EXERCISE.
Pull each line containing "Garland" from the data.

TASK MATERIAL.
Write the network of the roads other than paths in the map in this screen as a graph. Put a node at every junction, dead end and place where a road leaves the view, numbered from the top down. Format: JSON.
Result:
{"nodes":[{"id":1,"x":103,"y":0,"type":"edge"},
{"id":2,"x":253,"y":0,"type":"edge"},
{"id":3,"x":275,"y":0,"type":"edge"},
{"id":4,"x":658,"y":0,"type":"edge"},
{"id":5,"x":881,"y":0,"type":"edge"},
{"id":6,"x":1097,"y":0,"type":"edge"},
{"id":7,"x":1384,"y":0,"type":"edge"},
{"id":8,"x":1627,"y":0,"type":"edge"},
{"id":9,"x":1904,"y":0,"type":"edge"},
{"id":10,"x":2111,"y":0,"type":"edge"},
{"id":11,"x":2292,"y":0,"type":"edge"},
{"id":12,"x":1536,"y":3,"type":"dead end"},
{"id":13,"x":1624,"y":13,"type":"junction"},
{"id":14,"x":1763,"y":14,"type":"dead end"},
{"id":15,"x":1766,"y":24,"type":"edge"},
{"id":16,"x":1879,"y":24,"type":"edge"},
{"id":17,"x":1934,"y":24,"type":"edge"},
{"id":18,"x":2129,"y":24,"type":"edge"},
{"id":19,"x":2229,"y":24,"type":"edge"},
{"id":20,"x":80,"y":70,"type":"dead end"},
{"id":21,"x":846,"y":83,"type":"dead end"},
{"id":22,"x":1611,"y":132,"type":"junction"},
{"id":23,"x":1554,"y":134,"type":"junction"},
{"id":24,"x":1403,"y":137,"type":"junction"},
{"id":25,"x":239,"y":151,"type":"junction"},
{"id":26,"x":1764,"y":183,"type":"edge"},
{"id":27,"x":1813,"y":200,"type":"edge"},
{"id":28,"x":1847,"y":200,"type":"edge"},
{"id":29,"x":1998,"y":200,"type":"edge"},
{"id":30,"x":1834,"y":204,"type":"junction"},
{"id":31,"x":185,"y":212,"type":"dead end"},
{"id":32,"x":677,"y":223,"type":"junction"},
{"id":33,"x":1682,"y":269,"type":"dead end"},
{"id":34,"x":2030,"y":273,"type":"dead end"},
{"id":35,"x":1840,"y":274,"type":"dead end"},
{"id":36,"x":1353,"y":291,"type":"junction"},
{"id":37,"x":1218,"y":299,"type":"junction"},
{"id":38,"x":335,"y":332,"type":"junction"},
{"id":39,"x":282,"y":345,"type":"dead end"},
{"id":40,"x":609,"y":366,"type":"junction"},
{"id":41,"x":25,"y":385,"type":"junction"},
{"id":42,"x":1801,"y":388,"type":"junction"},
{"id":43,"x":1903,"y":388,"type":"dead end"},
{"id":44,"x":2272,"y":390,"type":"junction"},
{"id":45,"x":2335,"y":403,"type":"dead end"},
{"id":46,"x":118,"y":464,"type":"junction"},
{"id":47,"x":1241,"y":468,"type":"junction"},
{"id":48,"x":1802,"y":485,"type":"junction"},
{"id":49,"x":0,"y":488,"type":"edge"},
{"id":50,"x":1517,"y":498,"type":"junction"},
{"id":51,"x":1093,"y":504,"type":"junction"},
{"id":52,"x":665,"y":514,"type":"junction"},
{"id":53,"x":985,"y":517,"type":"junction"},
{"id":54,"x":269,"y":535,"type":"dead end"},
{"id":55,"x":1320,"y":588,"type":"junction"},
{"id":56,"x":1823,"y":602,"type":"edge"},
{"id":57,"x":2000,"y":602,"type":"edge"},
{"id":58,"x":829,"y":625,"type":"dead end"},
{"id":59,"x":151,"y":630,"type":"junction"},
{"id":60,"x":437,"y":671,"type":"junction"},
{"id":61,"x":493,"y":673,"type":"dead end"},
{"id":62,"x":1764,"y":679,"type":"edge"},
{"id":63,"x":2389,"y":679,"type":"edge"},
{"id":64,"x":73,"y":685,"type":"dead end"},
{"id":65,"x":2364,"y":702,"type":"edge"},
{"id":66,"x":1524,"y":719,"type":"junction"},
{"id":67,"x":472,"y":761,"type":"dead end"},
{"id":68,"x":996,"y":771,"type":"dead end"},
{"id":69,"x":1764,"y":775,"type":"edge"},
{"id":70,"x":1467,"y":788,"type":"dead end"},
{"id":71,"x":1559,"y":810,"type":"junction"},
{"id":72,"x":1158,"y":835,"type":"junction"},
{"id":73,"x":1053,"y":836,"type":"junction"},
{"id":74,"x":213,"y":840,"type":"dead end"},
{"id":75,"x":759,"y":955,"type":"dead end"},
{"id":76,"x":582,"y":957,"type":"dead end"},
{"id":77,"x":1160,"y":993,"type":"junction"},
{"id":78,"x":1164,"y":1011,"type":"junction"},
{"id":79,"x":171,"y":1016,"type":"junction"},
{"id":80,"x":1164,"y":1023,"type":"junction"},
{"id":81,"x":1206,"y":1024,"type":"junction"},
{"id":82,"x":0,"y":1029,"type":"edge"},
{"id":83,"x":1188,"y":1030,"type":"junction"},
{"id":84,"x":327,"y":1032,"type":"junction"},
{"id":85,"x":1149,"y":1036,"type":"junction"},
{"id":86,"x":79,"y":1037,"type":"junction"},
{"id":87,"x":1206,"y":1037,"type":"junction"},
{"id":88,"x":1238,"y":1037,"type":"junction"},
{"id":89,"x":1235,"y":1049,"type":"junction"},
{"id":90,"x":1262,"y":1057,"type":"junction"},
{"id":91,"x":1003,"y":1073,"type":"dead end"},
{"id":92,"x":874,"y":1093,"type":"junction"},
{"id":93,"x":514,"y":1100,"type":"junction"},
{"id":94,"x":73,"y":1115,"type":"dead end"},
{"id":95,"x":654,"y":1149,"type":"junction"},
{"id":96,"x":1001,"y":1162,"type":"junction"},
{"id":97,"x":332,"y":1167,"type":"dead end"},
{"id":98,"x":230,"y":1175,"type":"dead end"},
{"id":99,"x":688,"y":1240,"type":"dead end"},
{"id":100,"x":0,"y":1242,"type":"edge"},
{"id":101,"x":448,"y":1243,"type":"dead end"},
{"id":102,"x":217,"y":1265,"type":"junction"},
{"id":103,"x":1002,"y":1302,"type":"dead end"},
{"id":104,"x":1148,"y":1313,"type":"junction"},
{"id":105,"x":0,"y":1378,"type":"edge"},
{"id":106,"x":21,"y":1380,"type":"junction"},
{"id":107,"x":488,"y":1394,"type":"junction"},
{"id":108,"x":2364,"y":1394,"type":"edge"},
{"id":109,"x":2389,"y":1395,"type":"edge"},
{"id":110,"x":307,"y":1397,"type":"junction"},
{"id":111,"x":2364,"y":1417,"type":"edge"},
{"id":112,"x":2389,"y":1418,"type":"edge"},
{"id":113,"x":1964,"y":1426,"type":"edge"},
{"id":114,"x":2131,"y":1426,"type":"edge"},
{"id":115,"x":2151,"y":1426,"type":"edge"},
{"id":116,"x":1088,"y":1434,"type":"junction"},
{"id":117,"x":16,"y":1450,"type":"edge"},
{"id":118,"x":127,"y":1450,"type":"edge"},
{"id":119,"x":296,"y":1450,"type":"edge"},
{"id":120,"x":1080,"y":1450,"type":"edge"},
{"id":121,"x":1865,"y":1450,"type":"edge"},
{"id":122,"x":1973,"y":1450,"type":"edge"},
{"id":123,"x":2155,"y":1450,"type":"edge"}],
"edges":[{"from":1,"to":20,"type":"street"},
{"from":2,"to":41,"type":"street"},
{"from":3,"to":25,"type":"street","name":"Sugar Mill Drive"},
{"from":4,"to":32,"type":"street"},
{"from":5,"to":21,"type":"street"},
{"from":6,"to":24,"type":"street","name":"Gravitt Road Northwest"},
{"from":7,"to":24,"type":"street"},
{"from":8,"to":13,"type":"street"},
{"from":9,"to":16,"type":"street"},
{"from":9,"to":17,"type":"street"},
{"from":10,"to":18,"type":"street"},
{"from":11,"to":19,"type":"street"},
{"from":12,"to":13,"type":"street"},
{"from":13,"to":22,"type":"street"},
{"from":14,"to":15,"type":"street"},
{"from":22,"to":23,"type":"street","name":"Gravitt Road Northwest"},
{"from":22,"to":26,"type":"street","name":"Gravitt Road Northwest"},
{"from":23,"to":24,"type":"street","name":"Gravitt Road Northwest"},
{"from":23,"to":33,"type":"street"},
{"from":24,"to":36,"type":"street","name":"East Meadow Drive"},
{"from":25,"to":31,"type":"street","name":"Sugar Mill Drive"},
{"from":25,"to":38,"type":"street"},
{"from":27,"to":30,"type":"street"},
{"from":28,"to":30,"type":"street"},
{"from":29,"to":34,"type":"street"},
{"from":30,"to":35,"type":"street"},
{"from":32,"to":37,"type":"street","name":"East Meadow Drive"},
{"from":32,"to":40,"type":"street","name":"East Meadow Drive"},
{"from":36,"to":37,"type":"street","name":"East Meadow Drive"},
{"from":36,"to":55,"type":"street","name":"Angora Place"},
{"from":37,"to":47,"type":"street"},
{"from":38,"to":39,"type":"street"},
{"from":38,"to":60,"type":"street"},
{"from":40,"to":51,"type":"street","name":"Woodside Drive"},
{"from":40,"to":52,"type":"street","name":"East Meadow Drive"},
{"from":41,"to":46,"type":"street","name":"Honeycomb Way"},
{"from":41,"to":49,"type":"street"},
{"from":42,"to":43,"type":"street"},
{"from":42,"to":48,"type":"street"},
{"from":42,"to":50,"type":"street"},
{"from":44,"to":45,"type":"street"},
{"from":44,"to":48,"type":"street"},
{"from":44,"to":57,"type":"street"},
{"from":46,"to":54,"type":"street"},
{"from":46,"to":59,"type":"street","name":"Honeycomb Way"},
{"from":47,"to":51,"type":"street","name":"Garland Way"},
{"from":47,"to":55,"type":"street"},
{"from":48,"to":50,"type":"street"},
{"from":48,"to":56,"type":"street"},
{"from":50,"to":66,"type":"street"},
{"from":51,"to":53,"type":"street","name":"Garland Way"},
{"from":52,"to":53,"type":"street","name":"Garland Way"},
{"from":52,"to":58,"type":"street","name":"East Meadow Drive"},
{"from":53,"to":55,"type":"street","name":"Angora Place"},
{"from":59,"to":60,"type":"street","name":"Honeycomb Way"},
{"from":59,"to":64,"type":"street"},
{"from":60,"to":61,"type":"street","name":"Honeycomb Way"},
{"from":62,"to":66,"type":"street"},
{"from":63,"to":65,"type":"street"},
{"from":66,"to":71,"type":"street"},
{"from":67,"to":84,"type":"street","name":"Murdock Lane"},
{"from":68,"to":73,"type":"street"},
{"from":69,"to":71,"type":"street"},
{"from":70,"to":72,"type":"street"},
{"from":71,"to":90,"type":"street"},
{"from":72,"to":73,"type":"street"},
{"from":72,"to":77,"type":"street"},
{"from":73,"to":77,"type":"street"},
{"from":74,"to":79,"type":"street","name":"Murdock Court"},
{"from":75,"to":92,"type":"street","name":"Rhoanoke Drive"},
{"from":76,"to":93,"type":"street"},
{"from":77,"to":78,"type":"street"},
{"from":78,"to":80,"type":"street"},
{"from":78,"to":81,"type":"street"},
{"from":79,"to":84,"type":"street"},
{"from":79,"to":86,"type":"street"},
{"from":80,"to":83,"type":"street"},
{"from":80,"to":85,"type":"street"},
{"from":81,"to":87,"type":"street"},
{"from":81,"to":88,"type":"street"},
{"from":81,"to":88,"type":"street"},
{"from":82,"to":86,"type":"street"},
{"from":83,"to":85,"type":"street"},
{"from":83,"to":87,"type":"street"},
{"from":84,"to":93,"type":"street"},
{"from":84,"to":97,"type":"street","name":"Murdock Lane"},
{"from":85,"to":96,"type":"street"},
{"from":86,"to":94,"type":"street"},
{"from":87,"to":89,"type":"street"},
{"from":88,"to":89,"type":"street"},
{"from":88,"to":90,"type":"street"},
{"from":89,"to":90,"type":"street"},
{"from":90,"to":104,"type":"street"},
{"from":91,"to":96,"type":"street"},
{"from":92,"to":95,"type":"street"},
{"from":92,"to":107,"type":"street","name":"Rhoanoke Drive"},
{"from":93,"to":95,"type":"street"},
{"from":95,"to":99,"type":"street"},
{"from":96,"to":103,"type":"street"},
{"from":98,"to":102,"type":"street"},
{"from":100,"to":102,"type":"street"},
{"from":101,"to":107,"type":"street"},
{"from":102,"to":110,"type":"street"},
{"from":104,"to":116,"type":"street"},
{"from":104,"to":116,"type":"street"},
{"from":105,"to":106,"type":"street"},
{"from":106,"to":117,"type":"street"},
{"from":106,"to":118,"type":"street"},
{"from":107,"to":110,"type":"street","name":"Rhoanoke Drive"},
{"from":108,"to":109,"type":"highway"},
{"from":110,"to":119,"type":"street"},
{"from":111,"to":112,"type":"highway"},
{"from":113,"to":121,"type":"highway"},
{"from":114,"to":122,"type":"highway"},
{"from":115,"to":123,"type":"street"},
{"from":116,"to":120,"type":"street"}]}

REPLY.
{"from":47,"to":51,"type":"street","name":"Garland Way"},
{"from":51,"to":53,"type":"street","name":"Garland Way"},
{"from":52,"to":53,"type":"street","name":"Garland Way"},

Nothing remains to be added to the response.